Stephen Tries Kernel Development: Episode I

Stephen Brennan • 13 October 2016

For the past few weeks I’ve been dipping my toes into Linux kernel development, as part of the work I’m doing for my master’s thesis. Like most things that stir up my nerdy interests, it’s leaked onto Twitter quite a bit…

BTW my Twitter is slowly turning into "Stephen tries kernel development". I'm not sorry, but I figured I should warn people.
— Stephen Brennan (@brenns10) September 27, 2016

I’ve already broken things in several interesting ways, and while the results fit nicely into tweets, they don’t get the explanation they deserve. So I decided to take Andrew’s suggestion that I blog about this stuff. I’m intending to post short articles that “follow up” on my silly tweets with a bit of background and explanation, so that somebody else could (in theory) reproduce them. This first one will be a bit longer since I’m going to include a little background on the kernel before anything else.

What is a kernel?

This is a big question, and one that you can write papers instead of paragraphs about. To put it simply, computers have lots of devices attached to them, like keyboards, mice, screens, webcams, hard disks, flash drives, WiFi cards, etc. Your programs usually aren’t that useful unless they do something with those devices. The problem is, these programs are basically rude little children at day-care. You have tons of them running at the same time. They all want to play with the same ~~toys~~ devices. What’s worse, they all believe that they’re the only programs in the world, and so they don’t know anything about how to share resources like the processor or memory.

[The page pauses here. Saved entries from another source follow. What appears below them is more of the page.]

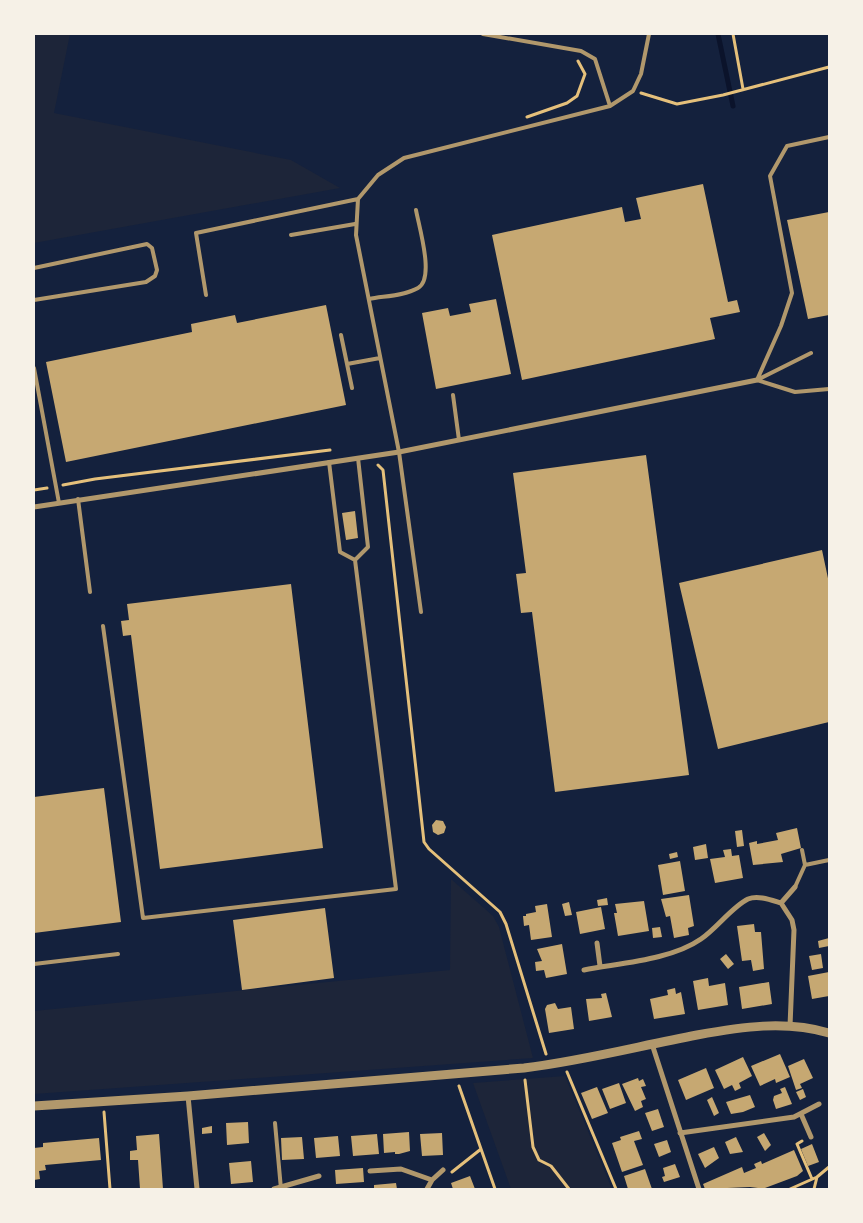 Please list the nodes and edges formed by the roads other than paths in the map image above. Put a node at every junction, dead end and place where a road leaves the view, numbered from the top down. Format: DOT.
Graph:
graph roads {
  1 [pos="483,34"];
  2 [pos="649,34"];
  3 [pos="610,106"];
  4 [pos="829,138"];
  5 [pos="358,198"];
  6 [pos="416,210"];
  7 [pos="355,224"];
  8 [pos="291,235"];
  9 [pos="34,268"];
  10 [pos="206,295"];
  11 [pos="369,299"];
  12 [pos="34,300"];
  13 [pos="341,335"];
  14 [pos="811,353"];
  15 [pos="380,358"];
  16 [pos="347,364"];
  17 [pos="34,368"];
  18 [pos="757,380"];
  19 [pos="352,388"];
  20 [pos="829,389"];
  21 [pos="453,395"];
  22 [pos="459,440"];
  23 [pos="399,452"];
  24 [pos="358,458"];
  25 [pos="329,462"];
  26 [pos="78,499"];
  27 [pos="59,503"];
  28 [pos="34,507"];
  29 [pos="355,560"];
  30 [pos="90,592"];
  31 [pos="421,612"];
  32 [pos="104,626"];
  33 [pos="802,850"];
  34 [pos="829,860"];
  35 [pos="805,865"];
  36 [pos="795,887"];
  37 [pos="781,903"];
  38 [pos="597,943"];
  39 [pos="118,954"];
  40 [pos="34,964"];
  41 [pos="600,966"];
  42 [pos="584,970"];
  43 [pos="790,1026"];
  44 [pos="829,1033"];
  45 [pos="652,1043"];
  46 [pos="188,1096"];
  47 [pos="819,1104"];
  48 [pos="34,1106"];
  49 [pos="801,1114"];
  50 [pos="275,1123"];
  51 [pos="680,1133"];
  52 [pos="811,1137"];
  53 [pos="443,1170"];
  54 [pos="370,1171"];
  55 [pos="319,1176"];
  56 [pos="432,1180"];
  57 [pos="284,1188"];
  58 [pos="197,1189"];
  59 [pos="274,1189"];
  60 [pos="427,1189"];
  61 [pos="699,1189"];
  1 -- 3 [label="lane"];
  2 -- 3 [label="lane"];
  3 -- 5 [label="lane"];
  4 -- 18 [label="lane"];
  5 -- 7 [label="lane"];
  5 -- 10 [label="lane"];
  6 -- 11 [label="lane"];
  7 -- 8 [label="lane"];
  7 -- 11 [label="lane"];
  9 -- 12 [label="lane"];
  11 -- 15 [label="lane"];
  13 -- 16 [label="lane"];
  14 -- 18 [label="lane"];
  15 -- 16 [label="lane"];
  15 -- 23 [label="lane"];
  16 -- 19 [label="lane"];
  17 -- 27 [label="lane"];
  18 -- 20 [label="lane"];
  18 -- 22 [label="street"];
  21 -- 22 [label="lane"];
  22 -- 23 [label="street"];
  23 -- 24 [label="street"];
  23 -- 31 [label="lane"];
  24 -- 25 [label="street"];
  24 -- 29 [label="lane"];
  25 -- 26 [label="street"];
  25 -- 29 [label="lane"];
  26 -- 27 [label="street"];
  26 -- 30 [label="lane"];
  27 -- 28 [label="street"];
  29 -- 32 [label="lane"];
  33 -- 35 [label="lane"];
  34 -- 35 [label="lane"];
  35 -- 36 [label="lane"];
  36 -- 37 [label="street"];
  37 -- 41 [label="street"];
  37 -- 43 [label="street"];
  38 -- 41 [label="street"];
  39 -- 40 [label="lane"];
  41 -- 42 [label="street"];
  43 -- 44 [label="street"];
  43 -- 45 [label="street"];
  45 -- 46 [label="street"];
  45 -- 51 [label="street"];
  46 -- 48 [label="street"];
  46 -- 58 [label="street"];
  47 -- 49 [label="street"];
  49 -- 51 [label="street"];
  49 -- 52 [label="street"];
  50 -- 57 [label="lane"];
  51 -- 61 [label="street"];
  53 -- 56 [label="street"];
  54 -- 56 [label="street"];
  55 -- 57 [label="street"];
  56 -- 60 [label="street"];
  57 -- 59 [label="street"];
}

The kernel is a critical piece of software that herds the ~~cats~~ ~~children~~ programs on your computer. It lets programs use devices without interfering with each other. It also “schedules” programs so they run for a certain amount of time and then get “paused”, ensuring that each running program gets a fair amount of time to run. Finally, it even “tricks” the programs into believing that they can…

Use ALL the memory

… instead of sharing it with other programs¹.

All of that to say, without a kernel you can’t use a computer—at least, not in the modern sense of the term.

Linux kernel development is notoriously hard because it’s a rat’s nest of complexity. As a project which had 15 million lines of code back in 2011, it’s filled with unspoken rules, terrible naming, inconsistent interfaces, and more. You need to understand lots of the “nitty-gritties” of how modern computers work in order to be effective. Plus, you must constantly be thinking about scary “concurrency” related ideas like preemption, interrupts, synchronization, etc—easily some of the most difficult programming concepts for humans to reason about. Since performance is important to Linux, sometimes clarity of code is sacrificed for efficiency. And finally, the cherry on top of it all is that mistakes made in the kernel tend to have far worse consequences than in a regular program—sometimes as bad as hold the power button and hope the computer will turn back on.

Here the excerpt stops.